GR: Quel a été l’élément déclencheur?
GB: Je ne suis pas à proprement parler un littéraire. Je suis un visuel qui, pour toutes sortes de raisons, s’est réfugié en littérature. L’écriture n’est pas mon médium naturel, mais c’est celui que j’ai choisi et que je rechoisis chaque jour pour m’exprimer. Cette sensation d’imposture — moi qui n’ai fait aucune étude en littérature — je ne peux faire autrement que de l’accepter, voire de le magnifier parce qu’il fait partie de mon cheminement. Lorsque j’ai commencé à écrire, j’allais dans toutes les directions, je papillonnais, je ne savais pas trop de quoi traiter. Pour moi, le sujet est ce qu’il y a de plus difficile à trouver. C’est à ce moment-là que j’ai fait la rencontre de mon conjoint, avec qui je vis depuis vingt-deux ans. Il m’est alors devenu impératif de pouvoir le dire (dans le sens de raconter son histoire). Le livre, qui lui est dédié, commence ainsi: «Il fallait que je te dise…». Je voulais partager son cheminement, mais à ma manière, pas d’une façon convenue et prévisible. Je devais aussi suivre cette petite musique qui me parvenait en même temps que j’écrivais, me mettre en retrait afin de laisser toute la place à l’homme et au personnage qu’il a inspiré.
En art, quel qu’il soit, le réalisme ne m’intéresse pas, sauf dans de très rares exceptions — entre autres, Là-haut tout est calme, de Gerbrand Bakker, ou Alex Colville en peinture et Diane Arbus en photographie.

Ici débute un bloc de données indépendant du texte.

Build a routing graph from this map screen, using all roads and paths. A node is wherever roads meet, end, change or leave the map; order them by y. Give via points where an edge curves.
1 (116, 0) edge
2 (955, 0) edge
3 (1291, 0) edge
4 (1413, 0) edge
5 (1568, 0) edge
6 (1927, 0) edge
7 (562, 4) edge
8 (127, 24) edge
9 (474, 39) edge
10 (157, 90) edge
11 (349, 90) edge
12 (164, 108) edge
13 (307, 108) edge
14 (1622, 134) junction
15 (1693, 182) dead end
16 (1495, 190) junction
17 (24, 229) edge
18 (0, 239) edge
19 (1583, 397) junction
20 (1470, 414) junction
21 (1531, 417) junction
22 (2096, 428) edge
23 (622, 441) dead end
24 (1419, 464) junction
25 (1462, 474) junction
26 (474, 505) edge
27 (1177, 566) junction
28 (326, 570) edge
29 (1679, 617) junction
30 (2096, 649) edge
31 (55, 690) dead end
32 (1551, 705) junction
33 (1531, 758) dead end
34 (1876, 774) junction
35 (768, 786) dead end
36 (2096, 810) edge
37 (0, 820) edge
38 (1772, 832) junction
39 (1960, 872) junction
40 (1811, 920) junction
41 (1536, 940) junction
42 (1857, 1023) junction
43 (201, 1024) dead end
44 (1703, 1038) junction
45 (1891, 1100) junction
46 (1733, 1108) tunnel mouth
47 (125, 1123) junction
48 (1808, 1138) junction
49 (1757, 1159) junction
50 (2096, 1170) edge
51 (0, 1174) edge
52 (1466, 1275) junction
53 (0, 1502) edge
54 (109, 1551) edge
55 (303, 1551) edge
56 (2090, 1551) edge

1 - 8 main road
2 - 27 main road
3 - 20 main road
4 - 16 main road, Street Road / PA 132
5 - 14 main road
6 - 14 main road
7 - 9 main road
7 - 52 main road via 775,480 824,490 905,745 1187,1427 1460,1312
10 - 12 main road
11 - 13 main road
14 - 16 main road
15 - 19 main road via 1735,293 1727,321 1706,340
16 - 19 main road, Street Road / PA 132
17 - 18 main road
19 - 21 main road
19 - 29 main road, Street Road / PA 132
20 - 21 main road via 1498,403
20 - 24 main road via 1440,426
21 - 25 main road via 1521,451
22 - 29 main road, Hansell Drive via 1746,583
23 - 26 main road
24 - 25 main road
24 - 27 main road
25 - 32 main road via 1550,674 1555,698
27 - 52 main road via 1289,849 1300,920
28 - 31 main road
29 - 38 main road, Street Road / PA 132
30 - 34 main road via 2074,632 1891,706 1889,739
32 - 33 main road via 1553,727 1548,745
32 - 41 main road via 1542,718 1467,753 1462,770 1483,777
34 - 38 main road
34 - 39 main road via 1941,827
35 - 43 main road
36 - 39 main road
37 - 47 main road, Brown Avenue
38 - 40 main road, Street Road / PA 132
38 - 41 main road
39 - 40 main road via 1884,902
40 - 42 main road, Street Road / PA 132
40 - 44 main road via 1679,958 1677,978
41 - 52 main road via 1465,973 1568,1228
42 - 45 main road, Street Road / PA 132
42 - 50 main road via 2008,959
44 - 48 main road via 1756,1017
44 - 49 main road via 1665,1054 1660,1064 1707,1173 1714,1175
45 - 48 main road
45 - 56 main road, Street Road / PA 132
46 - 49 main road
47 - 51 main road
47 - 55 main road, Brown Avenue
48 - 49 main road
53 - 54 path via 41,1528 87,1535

Dans leur façon de focaliser leur «regard», ces artistes vont beaucoup plus loin que la représentation du réel, transcendant la simple «figuration». À cet égard, je pense un peu comme Alessandro Baricco qui écrit, dans Le nouveau Barnum en parlant d’une auteure dont je ne me souviens plus du nom: «C’est un écrivain, pas juste quelqu’un qui raconte une histoire.»
GR: Y a-t-il une thématique qui ressort de votre œuvre?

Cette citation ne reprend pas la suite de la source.